Action item - Your job is to return each record exactly, minus any pictures.
***** Provided data *****
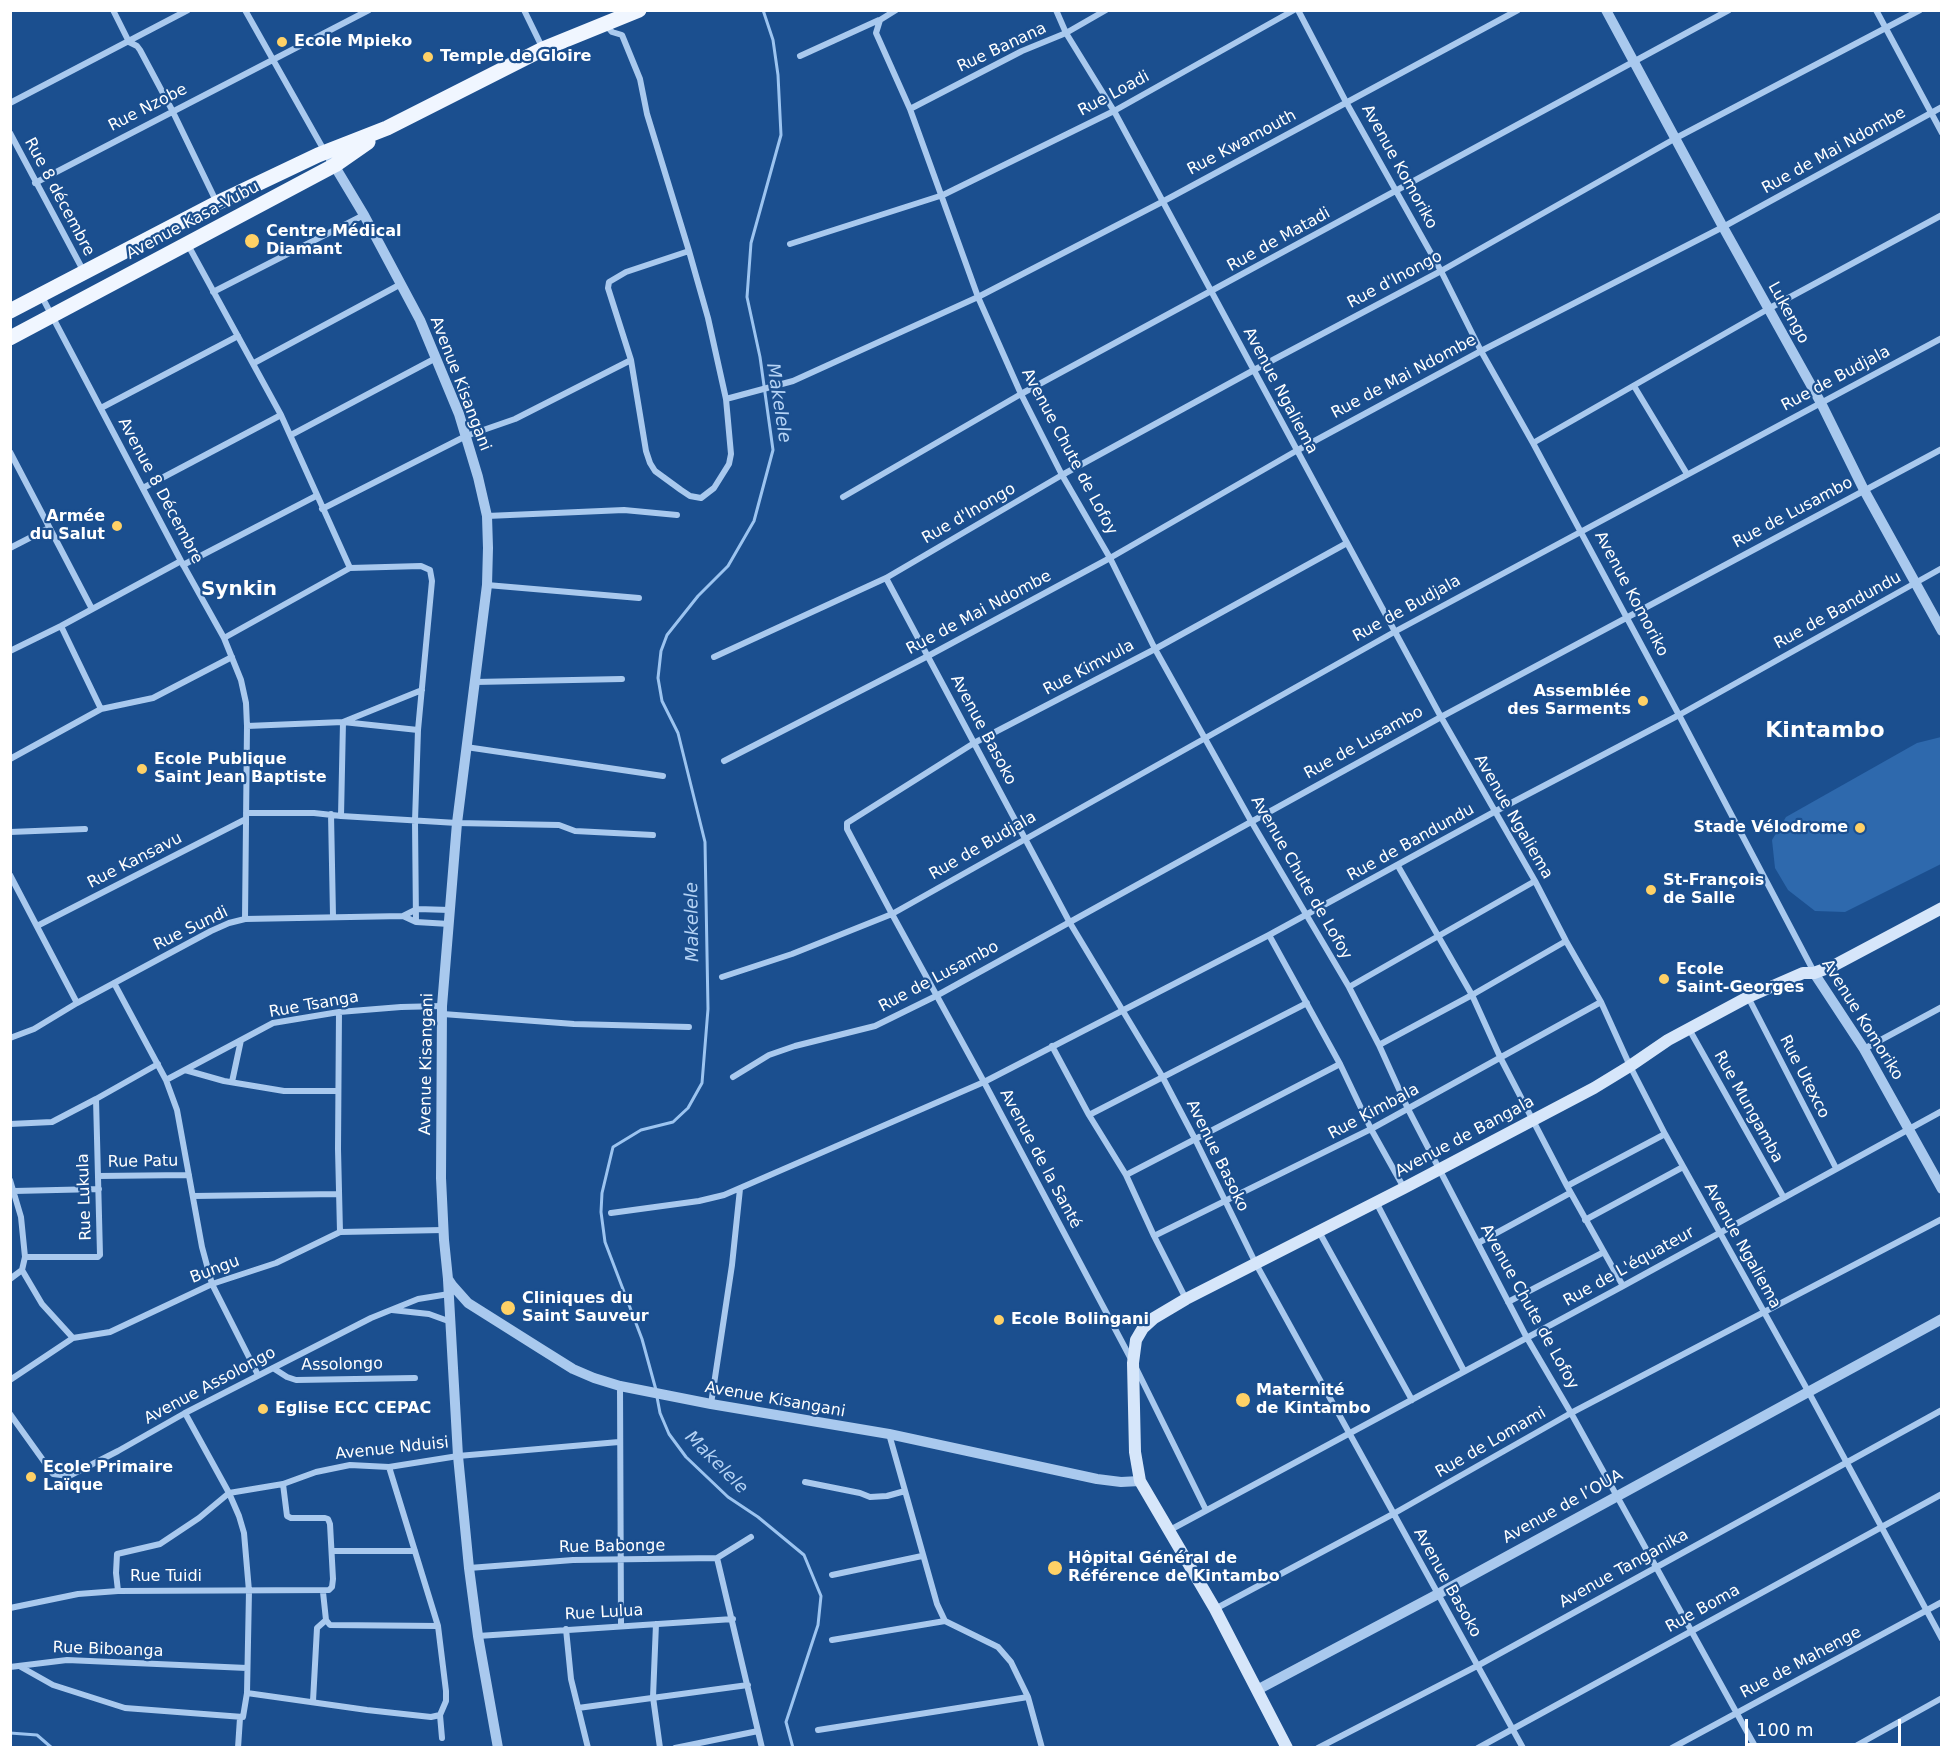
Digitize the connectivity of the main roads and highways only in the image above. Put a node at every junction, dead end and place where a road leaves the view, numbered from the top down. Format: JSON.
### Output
{"nodes":[{"id":1,"x":636,"y":12,"type":"edge"},
{"id":2,"x":387,"y":128,"type":"junction"},
{"id":3,"x":10,"y":311,"type":"edge"},
{"id":4,"x":10,"y":338,"type":"edge"},
{"id":5,"x":1941,"y":908,"type":"edge"},
{"id":6,"x":1287,"y":1748,"type":"edge"}],
"edges":[{"from":1,"to":2,"type":"main road","name":"Avenue Kasa-Vubu"},
{"from":2,"to":3,"type":"main road","name":"Avenue Kasa-Vubu"},
{"from":2,"to":4,"type":"main road","name":"Avenue Kasa-Vubu"},
{"from":5,"to":6,"type":"main road","name":"Avenue de Bangala"}]}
*****
Result -
Digitize the connectivity of the main roads and highways only in the image above. Put a node at every junction, dead end and place where a road leaves the view, numbered from the top down. Format: JSON.
### Output
{"nodes":[{"id":1,"x":636,"y":12,"type":"edge"},
{"id":2,"x":387,"y":128,"type":"junction"},
{"id":3,"x":10,"y":311,"type":"edge"},
{"id":4,"x":10,"y":338,"type":"edge"},
{"id":5,"x":1941,"y":908,"type":"edge"},
{"id":6,"x":1287,"y":1748,"type":"edge"}],
"edges":[{"from":1,"to":2,"type":"main road","name":"Avenue Kasa-Vubu"},
{"from":2,"to":3,"type":"main road","name":"Avenue Kasa-Vubu"},
{"from":2,"to":4,"type":"main road","name":"Avenue Kasa-Vubu"},
{"from":5,"to":6,"type":"main road","name":"Avenue de Bangala"}]}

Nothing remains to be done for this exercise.